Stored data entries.

>>

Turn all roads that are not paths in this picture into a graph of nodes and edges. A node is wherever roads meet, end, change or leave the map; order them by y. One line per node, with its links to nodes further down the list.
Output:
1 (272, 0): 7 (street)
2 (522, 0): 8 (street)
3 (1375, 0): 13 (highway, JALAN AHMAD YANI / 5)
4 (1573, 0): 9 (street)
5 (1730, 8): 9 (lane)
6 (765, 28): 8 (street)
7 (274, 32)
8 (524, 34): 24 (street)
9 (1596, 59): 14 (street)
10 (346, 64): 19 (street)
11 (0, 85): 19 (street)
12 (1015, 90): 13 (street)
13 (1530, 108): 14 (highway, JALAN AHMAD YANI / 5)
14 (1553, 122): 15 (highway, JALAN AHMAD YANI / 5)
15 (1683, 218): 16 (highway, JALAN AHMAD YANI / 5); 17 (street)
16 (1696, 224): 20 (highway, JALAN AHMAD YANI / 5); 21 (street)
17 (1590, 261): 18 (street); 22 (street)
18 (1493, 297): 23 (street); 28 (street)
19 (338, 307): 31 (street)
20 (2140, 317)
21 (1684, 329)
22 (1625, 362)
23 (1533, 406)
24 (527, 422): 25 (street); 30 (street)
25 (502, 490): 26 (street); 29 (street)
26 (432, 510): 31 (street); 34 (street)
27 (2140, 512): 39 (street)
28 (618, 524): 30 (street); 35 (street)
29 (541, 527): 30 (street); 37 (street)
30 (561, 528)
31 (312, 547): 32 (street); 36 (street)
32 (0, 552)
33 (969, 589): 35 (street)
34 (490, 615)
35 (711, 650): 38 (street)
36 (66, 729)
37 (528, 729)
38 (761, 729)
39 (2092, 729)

<<

Prompt. The records need to be set down again without a single difference.

Response to the exercise.
Turn all roads that are not paths in this picture into a graph of nodes and edges. A node is wherever roads meet, end, change or leave the map; order them by y. One line per node, with its links to nodes further down the list.
Output:
1 (272, 0): 7 (street)
2 (522, 0): 8 (street)
3 (1375, 0): 13 (highway, JALAN AHMAD YANI / 5)
4 (1573, 0): 9 (street)
5 (1730, 8): 9 (lane)
6 (765, 28): 8 (street)
7 (274, 32)
8 (524, 34): 24 (street)
9 (1596, 59): 14 (street)
10 (346, 64): 19 (street)
11 (0, 85): 19 (street)
12 (1015, 90): 13 (street)
13 (1530, 108): 14 (highway, JALAN AHMAD YANI / 5)
14 (1553, 122): 15 (highway, JALAN AHMAD YANI / 5)
15 (1683, 218): 16 (highway, JALAN AHMAD YANI / 5); 17 (street)
16 (1696, 224): 20 (highway, JALAN AHMAD YANI / 5); 21 (street)
17 (1590, 261): 18 (street); 22 (street)
18 (1493, 297): 23 (street); 28 (street)
19 (338, 307): 31 (street)
20 (2140, 317)
21 (1684, 329)
22 (1625, 362)
23 (1533, 406)
24 (527, 422): 25 (street); 30 (street)
25 (502, 490): 26 (street); 29 (street)
26 (432, 510): 31 (street); 34 (street)
27 (2140, 512): 39 (street)
28 (618, 524): 30 (street); 35 (street)
29 (541, 527): 30 (street); 37 (street)
30 (561, 528)
31 (312, 547): 32 (street); 36 (street)
32 (0, 552)
33 (969, 589): 35 (street)
34 (490, 615)
35 (711, 650): 38 (street)
36 (66, 729)
37 (528, 729)
38 (761, 729)
39 (2092, 729)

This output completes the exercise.